Problem requirements → I need the entries printed again word for word, without the images.

Provided data →
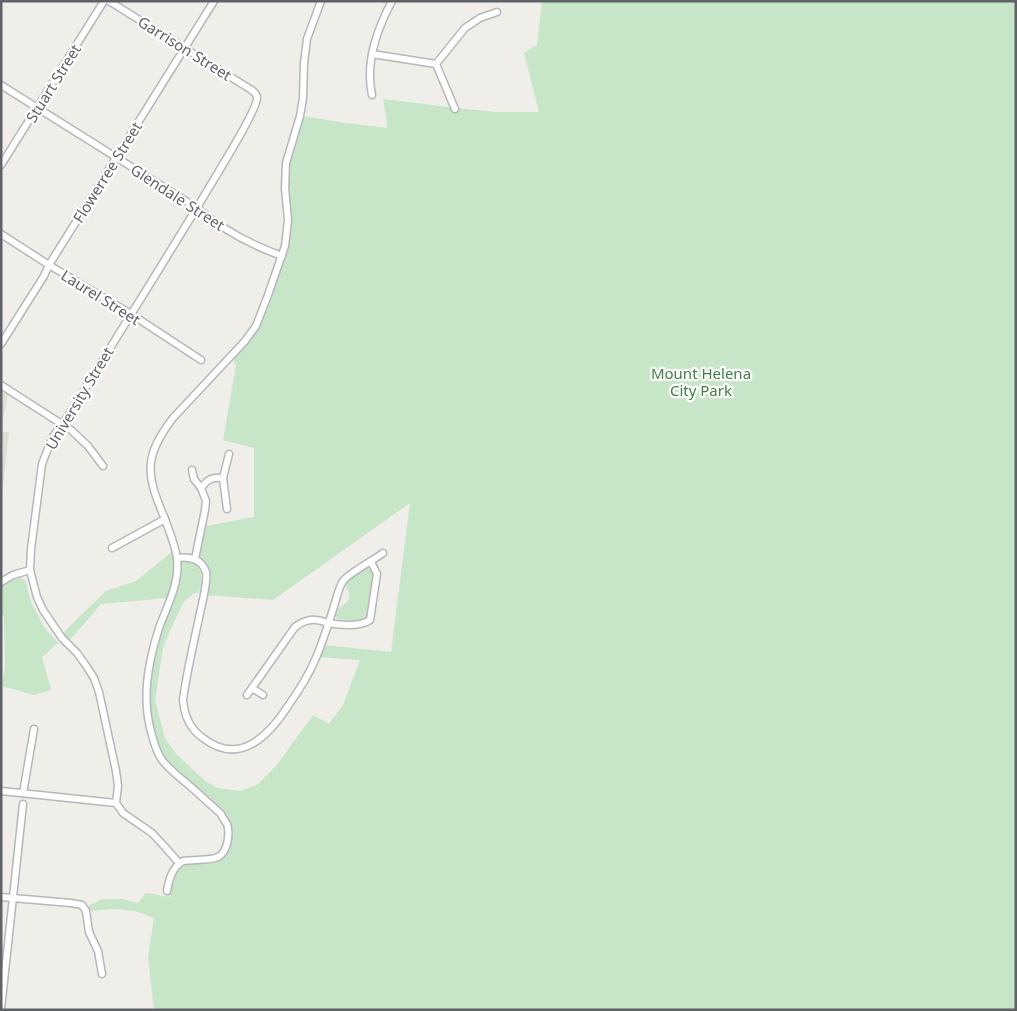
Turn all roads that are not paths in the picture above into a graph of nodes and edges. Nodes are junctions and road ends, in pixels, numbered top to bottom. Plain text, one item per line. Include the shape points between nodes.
1 (104, 1) edge
2 (109, 1) edge
3 (214, 1) edge
4 (321, 1) edge
5 (392, 1) edge
6 (497, 12) dead end
7 (185, 48) junction
8 (372, 54) junction
9 (436, 64) junction
10 (1, 85) edge
11 (372, 95) dead end
12 (257, 99) joint
13 (38, 107) junction
14 (454, 109) dead end
15 (116, 156) junction
16 (1, 165) edge
17 (197, 208) junction
18 (1, 234) edge
19 (282, 256) junction
20 (49, 265) junction
21 (131, 314) junction
22 (1, 344) edge
23 (201, 360) dead end
24 (1, 384) edge
25 (62, 424) junction
26 (229, 454) dead end
27 (103, 466) dead end
28 (192, 470) dead end
29 (224, 478) junction
30 (201, 488) junction
31 (227, 509) dead end
32 (164, 519) junction
33 (112, 548) dead end
34 (384, 553) dead end
35 (178, 558) junction
36 (195, 559) junction
37 (371, 562) junction
38 (30, 570) junction
39 (1, 582) edge
40 (328, 623) junction
41 (252, 688) junction
42 (247, 695) dead end
43 (263, 695) dead end
44 (34, 729) dead end
45 (1, 791) edge
46 (23, 793) junction
47 (23, 804) dead end
48 (116, 804) junction
49 (179, 863) junction
50 (167, 891) dead end
51 (1, 897) edge
52 (14, 898) junction
53 (102, 974) dead end
54 (1, 1009) edge

1 - 13 street, Stuart Street
2 - 7 street, Garrison Street
3 - 7 street, Flowerree Street
4 - 19 street via 307,39 304,98 286,163 288,220
5 - 8 street via 382,19
6 - 9 street via 464,28
7 - 12 street, Garrison Street via 255,92
7 - 15 street, Flowerree Street
8 - 9 street
8 - 11 street via 369,73
9 - 14 street
10 - 13 street, Glendale Street
12 - 17 street, University Street via 239,137
13 - 15 street, Glendale Street
13 - 16 street, Stuart Street
15 - 17 street, Glendale Street
15 - 20 street, Flowerree Street
17 - 19 street, Glendale Street via 247,242
17 - 21 street, University Street
18 - 20 street, Laurel Street
19 - 32 street via 256,326 173,418 157,443 150,473
20 - 21 street, Laurel Street
20 - 22 street, Flowerree Street
21 - 23 street, Laurel Street
21 - 25 street, University Street
24 - 25 street
25 - 27 street via 88,446
25 - 38 street, University Street via 52,438 42,464
26 - 29 street
28 - 30 street
29 - 30 street via 208,480
29 - 31 street
30 - 36 street via 206,501
32 - 33 street
32 - 35 street
34 - 37 street
35 - 36 street
35 - 49 street via 174,590 152,650 147,679 147,721 162,759 220,814 227,825 228,839 220,856
36 - 40 street via 203,567 206,577 183,706 190,726 215,747 250,746 270,731 315,660
37 - 40 street via 343,581
37 - 40 street via 376,574 370,620 360,625
38 - 39 street via 13,574
38 - 48 street, University Street via 43,610 94,678 116,771
40 - 41 street via 318,619 303,621 295,627
41 - 42 street
41 - 43 street
44 - 46 street
45 - 46 street
46 - 48 street
47 - 52 street
48 - 49 street via 166,846
49 - 50 street via 170,875
51 - 52 street
52 - 53 street via 82,905 98,951
52 - 54 street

Your response →
Turn all roads that are not paths in the picture above into a graph of nodes and edges. Nodes are junctions and road ends, in pixels, numbered top to bottom. Plain text, one item per line. Include the shape points between nodes.
1 (104, 1) edge
2 (109, 1) edge
3 (214, 1) edge
4 (321, 1) edge
5 (392, 1) edge
6 (497, 12) dead end
7 (185, 48) junction
8 (372, 54) junction
9 (436, 64) junction
10 (1, 85) edge
11 (372, 95) dead end
12 (257, 99) joint
13 (38, 107) junction
14 (454, 109) dead end
15 (116, 156) junction
16 (1, 165) edge
17 (197, 208) junction
18 (1, 234) edge
19 (282, 256) junction
20 (49, 265) junction
21 (131, 314) junction
22 (1, 344) edge
23 (201, 360) dead end
24 (1, 384) edge
25 (62, 424) junction
26 (229, 454) dead end
27 (103, 466) dead end
28 (192, 470) dead end
29 (224, 478) junction
30 (201, 488) junction
31 (227, 509) dead end
32 (164, 519) junction
33 (112, 548) dead end
34 (384, 553) dead end
35 (178, 558) junction
36 (195, 559) junction
37 (371, 562) junction
38 (30, 570) junction
39 (1, 582) edge
40 (328, 623) junction
41 (252, 688) junction
42 (247, 695) dead end
43 (263, 695) dead end
44 (34, 729) dead end
45 (1, 791) edge
46 (23, 793) junction
47 (23, 804) dead end
48 (116, 804) junction
49 (179, 863) junction
50 (167, 891) dead end
51 (1, 897) edge
52 (14, 898) junction
53 (102, 974) dead end
54 (1, 1009) edge

1 - 13 street, Stuart Street
2 - 7 street, Garrison Street
3 - 7 street, Flowerree Street
4 - 19 street via 307,39 304,98 286,163 288,220
5 - 8 street via 382,19
6 - 9 street via 464,28
7 - 12 street, Garrison Street via 255,92
7 - 15 street, Flowerree Street
8 - 9 street
8 - 11 street via 369,73
9 - 14 street
10 - 13 street, Glendale Street
12 - 17 street, University Street via 239,137
13 - 15 street, Glendale Street
13 - 16 street, Stuart Street
15 - 17 street, Glendale Street
15 - 20 street, Flowerree Street
17 - 19 street, Glendale Street via 247,242
17 - 21 street, University Street
18 - 20 street, Laurel Street
19 - 32 street via 256,326 173,418 157,443 150,473
20 - 21 street, Laurel Street
20 - 22 street, Flowerree Street
21 - 23 street, Laurel Street
21 - 25 street, University Street
24 - 25 street
25 - 27 street via 88,446
25 - 38 street, University Street via 52,438 42,464
26 - 29 street
28 - 30 street
29 - 30 street via 208,480
29 - 31 street
30 - 36 street via 206,501
32 - 33 street
32 - 35 street
34 - 37 street
35 - 36 street
35 - 49 street via 174,590 152,650 147,679 147,721 162,759 220,814 227,825 228,839 220,856
36 - 40 street via 203,567 206,577 183,706 190,726 215,747 250,746 270,731 315,660
37 - 40 street via 343,581
37 - 40 street via 376,574 370,620 360,625
38 - 39 street via 13,574
38 - 48 street, University Street via 43,610 94,678 116,771
40 - 41 street via 318,619 303,621 295,627
41 - 42 street
41 - 43 street
44 - 46 street
45 - 46 street
46 - 48 street
47 - 52 street
48 - 49 street via 166,846
49 - 50 street via 170,875
51 - 52 street
52 - 53 street via 82,905 98,951
52 - 54 street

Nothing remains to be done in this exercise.